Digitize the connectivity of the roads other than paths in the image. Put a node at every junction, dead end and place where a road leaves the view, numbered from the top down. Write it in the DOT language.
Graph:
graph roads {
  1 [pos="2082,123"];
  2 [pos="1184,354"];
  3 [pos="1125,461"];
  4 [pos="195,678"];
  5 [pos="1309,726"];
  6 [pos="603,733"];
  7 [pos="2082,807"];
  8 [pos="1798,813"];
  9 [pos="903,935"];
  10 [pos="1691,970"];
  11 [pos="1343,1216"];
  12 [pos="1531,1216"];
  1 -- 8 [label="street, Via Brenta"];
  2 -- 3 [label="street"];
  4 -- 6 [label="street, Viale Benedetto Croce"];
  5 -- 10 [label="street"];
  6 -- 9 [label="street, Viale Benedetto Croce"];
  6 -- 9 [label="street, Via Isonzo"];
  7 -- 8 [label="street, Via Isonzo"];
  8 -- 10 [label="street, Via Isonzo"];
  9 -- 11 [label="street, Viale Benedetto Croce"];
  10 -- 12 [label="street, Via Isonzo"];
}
* * *
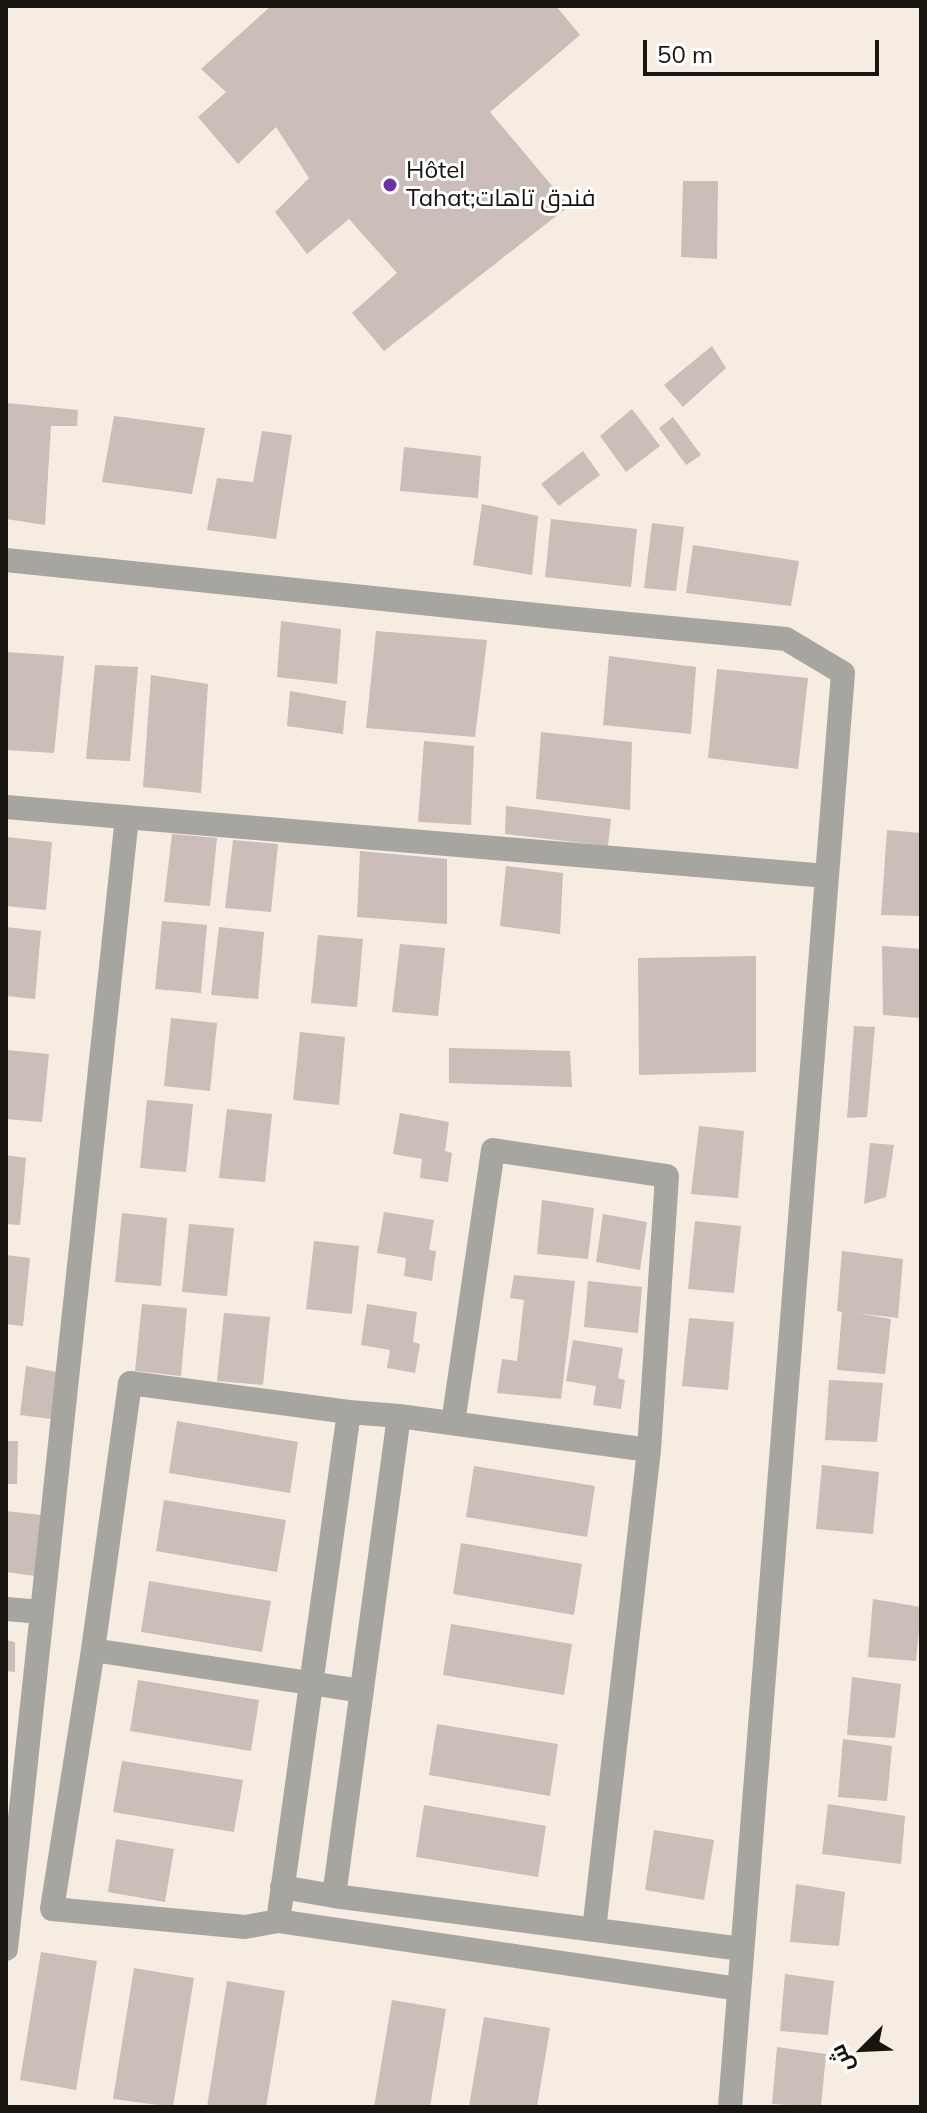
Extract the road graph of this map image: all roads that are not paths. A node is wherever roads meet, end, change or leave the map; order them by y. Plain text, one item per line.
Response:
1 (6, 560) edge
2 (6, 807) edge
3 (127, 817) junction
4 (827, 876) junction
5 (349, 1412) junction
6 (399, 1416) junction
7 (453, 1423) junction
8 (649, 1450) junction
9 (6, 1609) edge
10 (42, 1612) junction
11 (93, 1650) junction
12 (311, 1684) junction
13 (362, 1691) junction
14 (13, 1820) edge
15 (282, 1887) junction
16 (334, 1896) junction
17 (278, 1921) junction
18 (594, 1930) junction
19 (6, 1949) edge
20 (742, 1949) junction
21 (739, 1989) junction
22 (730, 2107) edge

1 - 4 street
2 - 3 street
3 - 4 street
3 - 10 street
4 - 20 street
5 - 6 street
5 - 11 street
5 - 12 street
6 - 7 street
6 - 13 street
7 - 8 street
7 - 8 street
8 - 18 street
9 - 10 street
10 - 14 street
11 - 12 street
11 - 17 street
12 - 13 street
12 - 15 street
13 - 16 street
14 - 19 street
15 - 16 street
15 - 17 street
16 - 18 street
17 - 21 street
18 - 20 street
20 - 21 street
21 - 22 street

* Problem to solve
Find all the lines with "image" in the data and copy them.

* Response area
Digitize the connectivity of the roads other than paths in the image. Put a node at every junction, dead end and place where a road leaves the view, numbered from the top down. Write it in the DOT language.
Extract the road graph of this map image: all roads that are not paths. A node is wherever roads meet, end, change or leave the map; order them by y. Plain text, one item per line.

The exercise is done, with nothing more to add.